Hepinize merhabalar hanımlar.
Tanıdık isimler görünce şöyle bi okuyum başlığı dedim de, sadece isimlerin değil hikayelerin de çok tanıdık olduğunu farkettim.
Bence asıl sorun şu ki; miadı dolmuş, can çekişen ilişkilere hayat öpücüğü sunuyoruz inatla.
Adamlar "beni bırak, kendini kurtar" diye hayrkırırken, yok diyoruz, illa senin sırtımdaki bıçağını hissedicem, ömrümün kayde değer bir bölümünü ayakların altına paspas edip zerre haketmediğini anladıktan sonra vazgeçicem bu sürüncemeden.
Çıkmaz yol tabelasını gördüğümüz halde inatla ilerlemeye çalıştığımız bir yol içindeyiz çoğumuz.
Kaza yapmadan da geri dönmeyi dşünmüyoruz sanırım.
Çoğunuz, çok kere "bu defa son, asla affetmem, o artık bitti benim için" gibi cümleler kurmuşsunuz.
Ama bitmediğini, gitmediğinizi en çok kendiniz biliyosunuz.
O yüzden değişen hiçbir şey olmuyo işte.
Biliyosunuz ki kurduğunuz bu cümleleri unutucaksınız.
Affetmem dediğiniz adamları zaten aslında hiç suçlamadınız.
Bunları söylüyorum, çünkü sevgiden, hele de şefkatten dünyamın merkezine oturttuğum adama ben de aynılarını yaptım.
Ne zaman ki gözümle gördüm onun benden çoktan vazgeçip de yerime başkalarını koyduğunu,
"Seni kaybedersem ölürüm" diyen adamın, bana kurduğu cümleleri başkasına kurduğunu,
Unuttuğunu,
İşte o zaman silip attım.
Çok canı yanıyo insanın.
Ben gitmelerin provasını onlarca kez yaptım, olduramadım.

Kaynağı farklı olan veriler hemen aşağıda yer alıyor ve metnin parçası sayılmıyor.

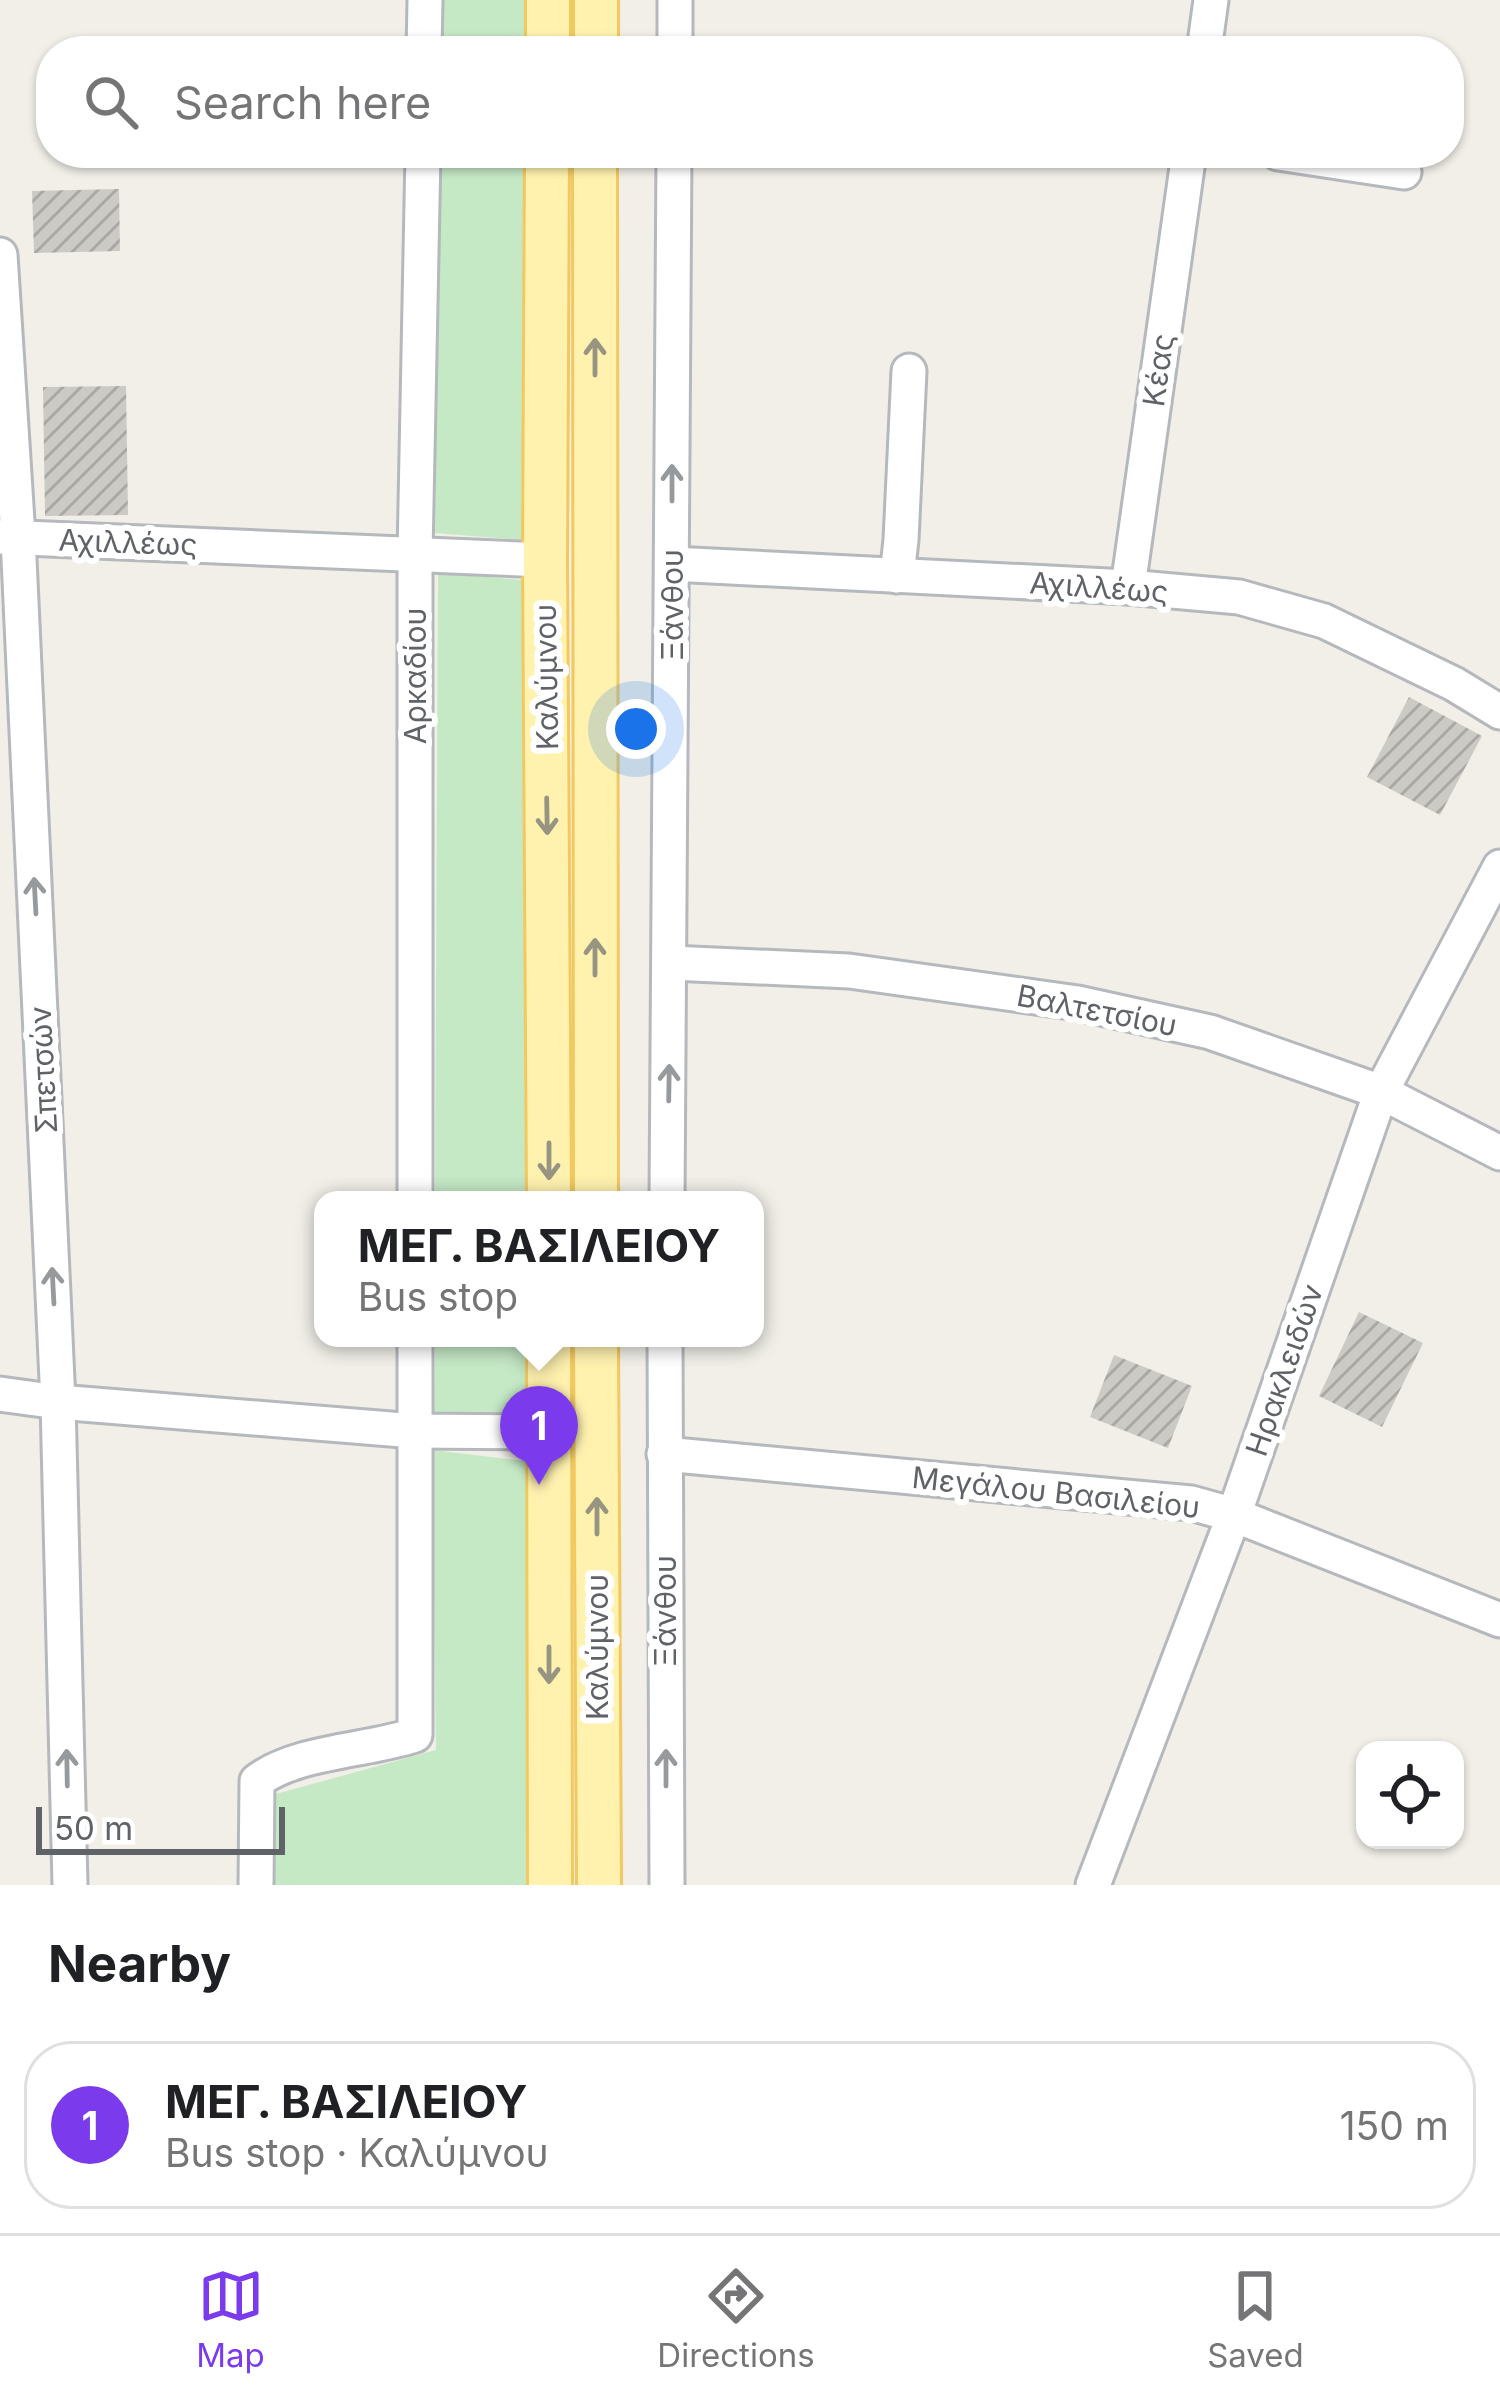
<!DOCTYPE html>
<meta charset="utf-8">
<style>
body{margin:0;font-family:Inter,sans-serif;background:#f6f6f6;color:#202124}
.controls{position:absolute;right:36px;bottom:36px;display:grid;overflow:hidden;border-radius:24px;box-shadow:0 3px 9px #0004}
.controls button{width:108px;height:108px;display:grid;place-items:center;padding:0;border:0;border-bottom:3px solid #e0e0e0;background:#fff;color:#202124;font:60px sans-serif}
.scale{position:absolute;left:36px;bottom:30px;width:249px;box-sizing:border-box;padding-left:12px;border:6px solid #5f6368;border-top:0;font-size:33px;line-height:42px;white-space:nowrap;color:#5f6368;-webkit-text-stroke:9px #fff;paint-order:stroke}
.you{position:absolute;left:636px;top:729px;width:42px;height:42px;margin:-30px;border:9px solid #fff;border-radius:50%;background:#1a73e8;box-shadow:0 0 0 18px #1a73e833}
.badge{display:grid;place-items:center;width:78px;height:78px;border-radius:50%;background:#7c3aed;color:#fff;font-size:39px;font-weight:700}
.pin{position:absolute;translate:-50% -99px;filter:drop-shadow(0 3px 6px #0008)}
.pin::after{content:'';position:absolute;top:63px;width:42px;height:36px;background:inherit;clip-path:polygon(0 0,100% 0,50% 100%)}
.popup{position:absolute;left:314px;top:1191px;width:450px;height:156px;box-sizing:border-box;display:grid;place-content:center;border-radius:24px;background:#fff;filter:drop-shadow(0 3px 9px #0005);font-size:39px;white-space:nowrap;color:#757577}
.popup b{font-size:45px;color:#202124}
.popup::after{content:'';position:absolute;left:50%;top:100%;margin-left:-24px;border:24px solid transparent;border-top-color:#fff}
.list{margin:0;padding:0;list-style:none}
h2{display:flex;justify-content:space-between;align-items:center;height:156px;margin:0;padding:0 48px;font-size:51px}
h2 small{font-size:39px;font-weight:400;color:#757577}
.list li{display:grid;grid-template-columns:78px 1fr auto;gap:36px;align-items:center;box-sizing:border-box;height:168px;margin:0 24px 24px;padding:0 24px;border:3px solid #e0e0e0;border-radius:48px}
.list b{display:block;font-size:45px;white-space:nowrap}
.list p{margin:0;font-size:39px;white-space:nowrap;color:#757577}
.list em{font-size:39px;font-style:normal;color:#757577}
.icon{flex:none;width:66px;height:66px;fill:none;stroke:currentColor;stroke-width:2;stroke-linecap:round;stroke-linejoin:round}
.map{position:relative;flex:none;width:1500px;height:1885px;overflow:hidden}
.search{position:absolute;background:#fff;box-shadow:0 3px 9px #0004;left:36px;right:36px;top:36px;height:132px;display:flex;align-items:center;gap:30px;box-sizing:border-box;padding:0 42px;border-radius:48px;color:#757577;font-size:45px}
.sheet{height:348px;background:#fff}
nav{display:flex;justify-content:space-around;align-items:center;box-sizing:border-box;height:168px;border-top:3px solid #e0e0e0;background:#fff;font-size:33px;color:#757577}
nav a{display:grid;justify-items:center;gap:6px}
nav .on{color:#7c3aed}
.map>svg:first-child{display:block}
.grass{fill:#c5e8c5}
.building{fill:url(#building-hatch)}
.lines{fill:none;stroke-linecap:round;stroke-linejoin:round}
.minor-casing{stroke:#b5b8bc;stroke-width:39}
.major-casing{stroke:#f2c960;stroke-width:48}
.minor{stroke:#fff;stroke-width:33}
.major{stroke:#fff2af;stroke-width:42}
.oneway{stroke:#979581}
.oneway2{stroke:#979a9d}
.labels{text-anchor:middle;dominant-baseline:central;stroke-width:12;stroke-linejoin:round;paint-order:stroke}
.street-label{font-size:30px;fill:#5f6368;stroke:#fff}
</style>
<div class="map">
<svg width="1500" height="1885" viewBox="0 0 1500 1885">
<defs>
<pattern id="building-hatch" width="6" height="6" patternUnits="userSpaceOnUse" patternTransform="scale(3)"><rect width="6" height="6" fill="#cccac5"/><path d="M-1 1l2-2M0 6l6-6M5 7l2-2" fill="none" stroke="#a9a8a4"/></pattern>
</defs>
<rect width="100%" height="100%" fill="#f1efe8"/>
<g class="grass">
<polygon points="441,0 530,0 531,51 441,51"/>
<polygon points="439,153 532,153 535,541 435,533"/>
<polygon points="438,572 532,581 535,1200 435,1200"/>
<polygon points="435,1338 535,1338 535,1420 434,1413"/>
<polygon points="432,1450 534,1462 532,1885 275,1885 276,1794 436,1750"/>
</g>
<g class="building">
<polygon points="119,189 120,251 34,253 32,191"/>
<polygon points="126,386 128,515 45,516 43,387"/>
<polygon points="1409,697 1482,736 1440,815 1367,777"/>
<polygon points="1359,1312 1423,1343 1382,1427 1319,1396"/>
<polygon points="1114,1355 1192,1386 1168,1448 1090,1417"/>
</g>
<g class="lines">
<g class="minor-casing">
<g id="minor">
<polyline points="424,51 425,0"/>
<polyline points="675,51 675,0"/>
<polyline points="1204,51 1211,0"/>
<polyline points="1278,153 1404,172"/>
<polyline points="0,255 18,537 58,1402 70,1885"/>
<polyline points="1,537 545,560"/>
<polyline points="672,564 1128,587 1239,597 1324,621 1454,684 1500,712"/>
<polyline points="897,576 901,540 909,371"/>
<polyline points="1128,587 1189,153"/>
<polyline points="671,963 849,971 1078,1003 1210,1032 1381,1092 1500,1153"/>
<polyline points="415,1200 415,554 423,153"/>
<polyline points="667,1200 674,153"/>
<polyline points="665,1338 667,1885"/>
<polyline points="0,1394 58,1402 415,1431 549,1432"/>
<polyline points="664,1454 1191,1503 1234,1515 1500,1620"/>
<path d="M 256,1885 L 257,1781 C 296,1751 367,1751 415,1735 L 415,1338"/>
<polyline points="1093,1885 1234,1515 1381,1092 1500,867"/>
</g>
</g>
<g class="major-casing">
<g id="major">
<polyline points="548,51 548,0"/>
<polyline points="596,51 596,0"/>
<polyline points="547,153 545,560 549,1200"/>
<polyline points="595,153 596,1200"/>
<polyline points="549,1338 550,1885"/>
<polyline points="596,1338 599,1885"/>
</g>
</g>
<use href="#minor" class="minor"/>
<use href="#major" class="major"/>
</g>
<defs><path id="oneway-shaft" d="M-6 0H5M1.5-3L5.5 0L1.5 3" fill="none" stroke-width="1.6" stroke-linecap="round" stroke-linejoin="round" transform="scale(3)"/></defs>
<g class="oneway">
<use href="#oneway-shaft" transform="translate(595 357) rotate(-90)"/>
<use href="#oneway-shaft" transform="translate(547 816) rotate(89)"/>
<use href="#oneway-shaft" transform="translate(595 957) rotate(-90)"/>
<use href="#oneway-shaft" transform="translate(549 1161) rotate(90)"/>
<use href="#oneway-shaft" transform="translate(597 1516) rotate(-90)"/>
<use href="#oneway-shaft" transform="translate(549 1665) rotate(90)"/>
</g>
<g class="oneway2">
<use href="#oneway-shaft" transform="translate(672 483) rotate(-90)"/>
<use href="#oneway-shaft" transform="translate(35 896) rotate(-93)"/>
<use href="#oneway-shaft" transform="translate(669 1083) rotate(-89)"/>
<use href="#oneway-shaft" transform="translate(53 1286) rotate(-93)"/>
<use href="#oneway-shaft" transform="translate(67 1768) rotate(-91)"/>
<use href="#oneway-shaft" transform="translate(666 1768) rotate(-90)"/>
</g>
<g class="labels">
<g class="street-label">
<text transform="translate(1158 370) rotate(-82)">Κέας</text>
<text transform="translate(128 542) rotate(2)">Αχιλλέως</text>
<text transform="translate(1099 587) rotate(4)">Αχιλλέως</text>
<text transform="translate(672 605) rotate(-90)">Ξάνθου</text>
<text transform="translate(415 676) rotate(-90)">Αρκαδίου</text>
<text transform="translate(546 677) rotate(-91)">Καλύμνου</text>
<text transform="translate(1097 1010) rotate(11)">Βαλτετσίου</text>
<text transform="translate(43 1070) rotate(-93)">Σπετσών</text>
<text transform="translate(1284 1370) rotate(-71)">Ηρακλειδών</text>
<text transform="translate(1056 1492) rotate(6)">Μεγάλου Βασιλείου</text>
<text transform="translate(665 1611) rotate(-90)">Ξάνθου</text>
<text transform="translate(597 1647) rotate(-90)">Καλύμνου</text>
</g>
</g>
</svg>
<div class="controls">
<button><svg class="icon" aria-label="locate" viewBox="0 0 24 24"><circle cx="12" cy="12" r="6"/><path d="M12 2v4M12 18v4M2 12h4M18 12h4"/></svg></button>
</div>
<div class="scale">50 m</div>
<div class="you"></div>
<div class="pin badge" style="left:539px;top:1485px">1</div>
<div class="popup"><b>ΜΕΓ. ΒΑΣΙΛΕΙΟΥ</b>Bus stop</div>
<div class="search"><svg class="icon" aria-label="search" viewBox="0 0 24 24"><circle cx="10" cy="10" r="6"/><path d="M15 15l6 6"/></svg>Search here</div>
</div>
<section class="sheet">
<h2>Nearby<small></small></h2>
<ul class="list">
<li><span class="badge">1</span><div><b>ΜΕΓ. ΒΑΣΙΛΕΙΟΥ</b><p>Bus stop · Καλύμνου</p></div><em>150 m</em></li>
</ul>
</section>
<nav>
<a class="on"><svg class="icon" aria-label="map" viewBox="0 0 24 24"><path d="M3 6l6-2 6 2 6-2v14l-6 2-6-2-6 2zM9 4v14M15 6v14"/></svg>Map</a>
<a><svg class="icon" aria-label="directions" viewBox="0 0 24 24"><path d="M12 3l9 9-9 9-9-9zM9 14v-3h6M13 9l2 2-2 2"/></svg>Directions</a>
<a><svg class="icon" aria-label="saved" viewBox="0 0 24 24"><path d="M7 4h10v16l-5-4-5 4z"/></svg>Saved</a>
</nav>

Başkasının varlığını tahmin ettim, hayal ettim o anı, yine vazgeçemedim.
Ne zaman ki ciğerlerime kadar yandım, işte o zaman neyin ne olduğunu anladım.
Bu bi başarı değil tabi.
Ne kadar zavallıca hatta değil mi?
Sırf bu sebepten kendime olan öfkemi dibine kadar yaşamadan affedemiyorum kendimi.
Nefretimden besleniyorum sanki.
Koca bi evde yapayalnız günlerce bktım o fotoğraflara, her karesini kazıdım zihmime.
Tablo tıpatıp aynıydı.
Esas oğlan, mekan, söylenen sözler, bakışlar hatta.
Değişen tek şey resimdeki figüran hatun.
Mutfağa yemek yapmaya gidip dolabın kapağını açtığım,sonra yere çöküp hıçkıra hıçkıra ağladığımı bilirim.
Gözyaşımı silecek kimsecikleri bulamayınca, gözlerimi kndi ellerimle silip "üzülme bak, hepsi geçicek" diye kendi kendimi teselli ettiğimi.
Ağlıyo elbet insan, sindiremiyo ama neyin acısı geçmiyo ki bu hayatta?
Neye alışılmıyo ki?
Hayatımda tertemiz bi sayfa açtım şimdilerde.
Hatalarımdan dersler çıkardım.
Emeğimi, ilgimi çok daha faydalı şeylere yönelttim.
En çok da kendime.
Bi arkadaşımla konuşmuştum geçenlerde,
Bana şöyle bi örnek verdi.
Çok etkilendim.
"Diyelim uzun süre para biriktirip bi araba aldın
Sonra büyük bi kaza yaptın.
Arabayı almak için çok çalışmıştım diye üzülmeyeceksin.
Canım sağ diye sevineceksin.
Çalışır yine alırım diyeceksin.
Bu işler böyle."
Sizlere tavsiyem, tabelayı gördüyseniz, en az yarayı almak için geri dönün arkadaşlar, kazadan yara almayı beklemeyin.